Source data
------------------------------------------------

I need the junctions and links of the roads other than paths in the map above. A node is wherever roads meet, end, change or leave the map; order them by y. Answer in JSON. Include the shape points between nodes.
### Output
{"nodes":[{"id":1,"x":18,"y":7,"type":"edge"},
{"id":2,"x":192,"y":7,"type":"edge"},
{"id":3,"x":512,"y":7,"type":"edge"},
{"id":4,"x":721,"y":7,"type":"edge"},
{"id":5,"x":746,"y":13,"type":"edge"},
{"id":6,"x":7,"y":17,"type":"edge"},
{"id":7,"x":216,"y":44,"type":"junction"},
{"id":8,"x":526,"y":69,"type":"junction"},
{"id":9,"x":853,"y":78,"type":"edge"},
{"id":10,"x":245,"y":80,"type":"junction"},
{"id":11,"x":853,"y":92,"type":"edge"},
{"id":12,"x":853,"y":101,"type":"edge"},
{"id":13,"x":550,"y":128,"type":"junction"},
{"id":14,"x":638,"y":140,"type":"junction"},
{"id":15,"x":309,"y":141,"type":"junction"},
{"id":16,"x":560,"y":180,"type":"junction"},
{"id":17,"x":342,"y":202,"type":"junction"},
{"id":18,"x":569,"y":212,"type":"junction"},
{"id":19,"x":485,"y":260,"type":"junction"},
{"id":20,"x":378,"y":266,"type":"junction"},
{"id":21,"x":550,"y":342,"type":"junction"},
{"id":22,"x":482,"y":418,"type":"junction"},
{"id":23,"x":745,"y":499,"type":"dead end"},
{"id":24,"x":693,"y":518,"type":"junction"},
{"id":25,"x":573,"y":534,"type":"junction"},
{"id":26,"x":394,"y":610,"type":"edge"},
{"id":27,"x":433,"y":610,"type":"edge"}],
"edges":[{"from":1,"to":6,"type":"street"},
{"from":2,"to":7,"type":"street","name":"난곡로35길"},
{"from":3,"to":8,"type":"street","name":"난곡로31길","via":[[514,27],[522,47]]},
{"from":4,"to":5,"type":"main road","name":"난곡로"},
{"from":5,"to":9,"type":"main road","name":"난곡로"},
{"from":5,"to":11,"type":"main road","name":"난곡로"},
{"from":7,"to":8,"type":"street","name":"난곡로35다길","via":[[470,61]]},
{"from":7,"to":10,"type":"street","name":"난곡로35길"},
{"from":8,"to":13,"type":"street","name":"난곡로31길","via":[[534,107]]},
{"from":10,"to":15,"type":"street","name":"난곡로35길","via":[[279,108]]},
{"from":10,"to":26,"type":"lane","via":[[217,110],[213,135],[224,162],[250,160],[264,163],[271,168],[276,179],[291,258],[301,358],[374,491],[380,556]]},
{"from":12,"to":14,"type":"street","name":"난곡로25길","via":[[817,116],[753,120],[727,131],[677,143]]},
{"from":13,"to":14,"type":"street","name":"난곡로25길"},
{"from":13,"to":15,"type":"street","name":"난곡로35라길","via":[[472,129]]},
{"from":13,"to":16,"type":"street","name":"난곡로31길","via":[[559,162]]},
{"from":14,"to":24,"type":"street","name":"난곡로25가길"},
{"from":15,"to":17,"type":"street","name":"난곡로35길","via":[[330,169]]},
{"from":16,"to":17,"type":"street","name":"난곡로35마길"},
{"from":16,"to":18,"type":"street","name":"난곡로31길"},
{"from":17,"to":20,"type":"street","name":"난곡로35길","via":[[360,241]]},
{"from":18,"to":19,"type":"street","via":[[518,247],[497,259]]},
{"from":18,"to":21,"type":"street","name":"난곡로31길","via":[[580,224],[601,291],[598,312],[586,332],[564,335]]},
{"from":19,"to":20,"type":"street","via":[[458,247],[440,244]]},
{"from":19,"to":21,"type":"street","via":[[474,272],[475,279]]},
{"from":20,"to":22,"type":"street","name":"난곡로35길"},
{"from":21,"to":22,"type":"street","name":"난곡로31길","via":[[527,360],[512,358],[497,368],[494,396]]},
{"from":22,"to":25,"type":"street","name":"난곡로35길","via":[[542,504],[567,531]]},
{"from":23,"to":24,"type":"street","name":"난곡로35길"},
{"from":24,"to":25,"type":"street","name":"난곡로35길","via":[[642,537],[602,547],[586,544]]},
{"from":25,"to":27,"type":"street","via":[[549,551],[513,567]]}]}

------------------------------------------------

### WORK REQUIRED
Would you copy each line of the records that contains "main"?

### RESPONSE TO THE TASK
{"from":4,"to":5,"type":"main road","name":"난곡로"},
{"from":5,"to":9,"type":"main road","name":"난곡로"},
{"from":5,"to":11,"type":"main road","name":"난곡로"},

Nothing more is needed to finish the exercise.